Staring at the source code or its assembly is a popular, but not the most effective way of finding performance issues. When the performance doesn’t meet your expectations, you can identify the root cause much faster using one of the special program analysis tools collectively called profilers.
There are many different types of profilers. I like to think about them by analogy of how physicists and other natural scientists approach studying small things, picking the right tool depending on the required level of precision:
- When objects are on a micrometer scale, they use optical microscopes.
- When objects are on a nanometer scale, and light no longer interacts with them, they use electron microscopes.
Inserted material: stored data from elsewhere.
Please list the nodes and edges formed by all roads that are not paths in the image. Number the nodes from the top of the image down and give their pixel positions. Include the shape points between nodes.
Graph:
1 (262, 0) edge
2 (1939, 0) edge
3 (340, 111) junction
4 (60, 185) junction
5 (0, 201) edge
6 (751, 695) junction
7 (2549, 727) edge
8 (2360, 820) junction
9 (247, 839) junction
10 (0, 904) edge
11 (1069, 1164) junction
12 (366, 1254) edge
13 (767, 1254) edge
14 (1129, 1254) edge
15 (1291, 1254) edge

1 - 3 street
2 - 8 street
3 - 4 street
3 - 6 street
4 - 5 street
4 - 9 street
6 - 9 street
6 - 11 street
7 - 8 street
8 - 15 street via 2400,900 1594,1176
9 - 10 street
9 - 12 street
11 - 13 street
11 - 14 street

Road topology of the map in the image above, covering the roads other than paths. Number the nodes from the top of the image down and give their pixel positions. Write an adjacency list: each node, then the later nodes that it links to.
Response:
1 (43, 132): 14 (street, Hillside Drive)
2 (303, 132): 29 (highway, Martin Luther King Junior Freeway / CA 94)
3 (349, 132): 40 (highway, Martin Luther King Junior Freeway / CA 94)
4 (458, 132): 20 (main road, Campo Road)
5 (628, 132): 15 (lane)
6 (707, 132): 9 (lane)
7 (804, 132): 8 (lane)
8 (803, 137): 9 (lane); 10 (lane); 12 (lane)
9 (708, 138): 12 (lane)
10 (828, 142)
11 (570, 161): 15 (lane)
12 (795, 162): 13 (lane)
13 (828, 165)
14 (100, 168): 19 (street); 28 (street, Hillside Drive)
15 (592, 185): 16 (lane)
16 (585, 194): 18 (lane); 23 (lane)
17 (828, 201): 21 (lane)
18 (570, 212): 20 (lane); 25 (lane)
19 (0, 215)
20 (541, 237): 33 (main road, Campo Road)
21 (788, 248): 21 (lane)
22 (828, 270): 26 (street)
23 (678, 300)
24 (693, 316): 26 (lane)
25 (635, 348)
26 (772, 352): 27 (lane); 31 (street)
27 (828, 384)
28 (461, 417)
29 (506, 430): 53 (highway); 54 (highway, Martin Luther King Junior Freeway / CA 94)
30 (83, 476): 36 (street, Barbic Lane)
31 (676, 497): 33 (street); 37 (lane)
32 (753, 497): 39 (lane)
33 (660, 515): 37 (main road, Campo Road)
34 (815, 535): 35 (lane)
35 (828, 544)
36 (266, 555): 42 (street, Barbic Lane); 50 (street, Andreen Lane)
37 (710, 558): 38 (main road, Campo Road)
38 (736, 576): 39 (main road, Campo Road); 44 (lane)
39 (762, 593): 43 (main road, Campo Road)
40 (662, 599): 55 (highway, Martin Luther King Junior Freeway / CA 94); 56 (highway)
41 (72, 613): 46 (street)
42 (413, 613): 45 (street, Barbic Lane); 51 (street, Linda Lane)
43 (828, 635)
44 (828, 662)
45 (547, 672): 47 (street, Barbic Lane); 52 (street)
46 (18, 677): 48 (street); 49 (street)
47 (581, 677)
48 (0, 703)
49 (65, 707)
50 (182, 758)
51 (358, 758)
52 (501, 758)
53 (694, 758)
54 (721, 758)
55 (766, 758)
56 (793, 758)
- When objects are smaller than that (e.g., the insides of an atom), they resort to theories and assumptions about how things work (and test these assumptions using intricate and indirect experiments).
Similarly, there are three main profiling techniques, each operating by its own principles, having distinct areas of applicability, and allowing for different levels of precision:
- Instrumentation lets you time the program as a whole or by parts and count specific events you are interested in.
- Statistical profiling lets you go down to the assembly level and track various hardware events such as branch mispredictions or cache misses, which are critical for performance.
- Program simulation lets you go down to the individual cycle level and look into what is happening inside the CPU on each cycle when it is executing a small assembly snippet.
Practical algorithm design can be very much considered an empirical field too. We largely rely on the same experimental methods, although this is not because we don’t know some of the fundamental secrets of nature but mostly because modern computers are just too complex to analyze — besides, this is also true that we, regular software engineers, can’t know some of the details because of IP protection from hardware companies (in fact, considering that the most accurate x86 instruction tables are reverse-engineered, there is a reason to believe that Intel doesn’t know these details themselves).
In this chapter, we will study these three key profiling methods, as well as some time-tested practices for managing computational experiments involving performance evaluation.